Erdrosselung von Kara Mustafa in Belgrad, Darstellung aus dem Jahr 1684

Kara Mustafa, * um 1634/1635 Marindscha bei Mersifon, Anatolien, † 25. Dezember 1683 (Hinrichtung durch Erdrosseln) Belgrad, Großwesir.

Biografie

Früh verwaist, wurde er von des Vaters Freund Mehmed Köprülü (Großwesir 1656-1661) erzogen. 1658 nahm er am Feldzug gegen den Fürsten von Siebenbürgen Georg II. Rákoczi teil; 1660 wurde er Statthalter von Silistrien, 1661 Wesir und Statthalter von Diarbekir. Nach dem Tod seines Ziehvaters von dessen Sohn und Nachfolger Achmed Köprülü (Großwesir 1661-1676) gefördert, wiederholt (1663/1664 und 1669/1670) dessen Stellvertreter, wurde er 1667 Großadmiral der türkischen Flotte und 1670 in den türkischen Reichsrat berufen. Nach Köprülüs Tod (3. November 1676) wurde Kara Mustapha von Sultan Mehmed IV. am 6. November 1676 zum Großwesir (oberster Staatsmann und Feldherr) ernannt. (1678 Friedensschluss mit Polen, Sieg über die Russen in der Ukraine und Friedensschluss 1681).

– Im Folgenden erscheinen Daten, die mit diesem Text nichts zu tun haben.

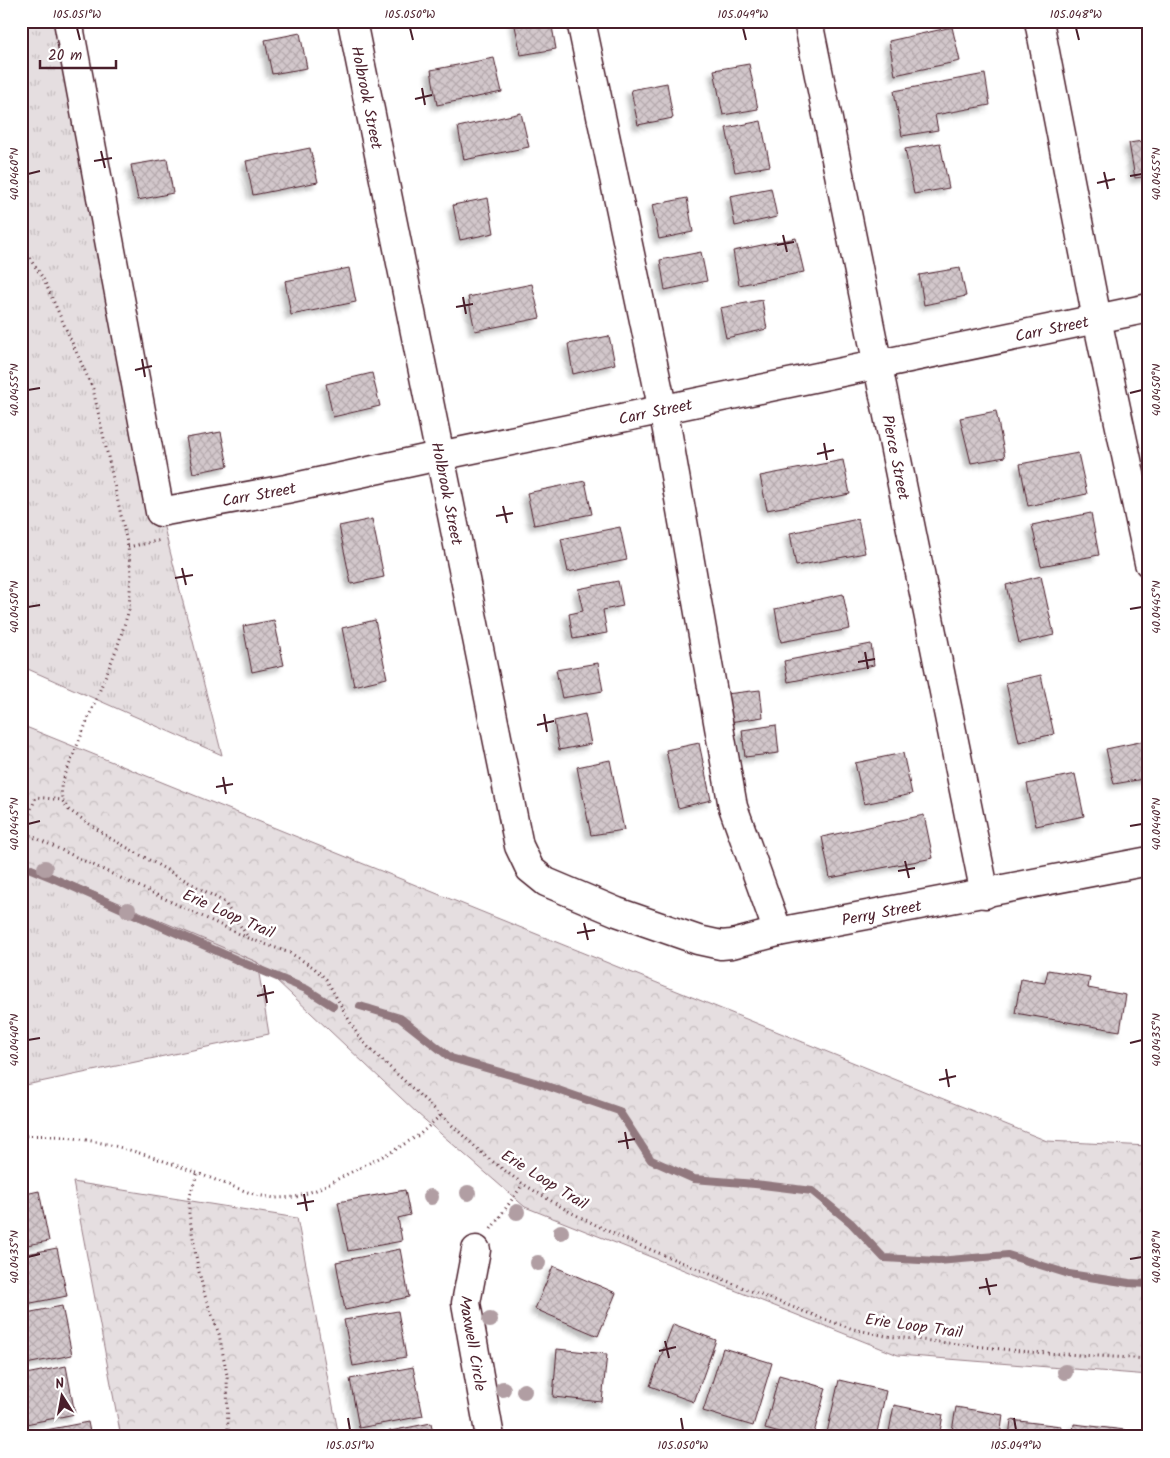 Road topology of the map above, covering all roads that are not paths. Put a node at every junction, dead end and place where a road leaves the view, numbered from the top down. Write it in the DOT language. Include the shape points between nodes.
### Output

Als Großwesir war er wegen der zerrütteten Finanzen des Osmanischen Reichs (zu deren Sanierung der Sultan aus seinem Privatvermögen nichts beitragen wollte) zu Sparsamkeit und rücksichtsloser Ausbeutung unterlegener Gegner genötigt. Er strebte deshalb den Feldzug gegen die Habsburgermonarchie in der Hoffnung auf reiche Beute an.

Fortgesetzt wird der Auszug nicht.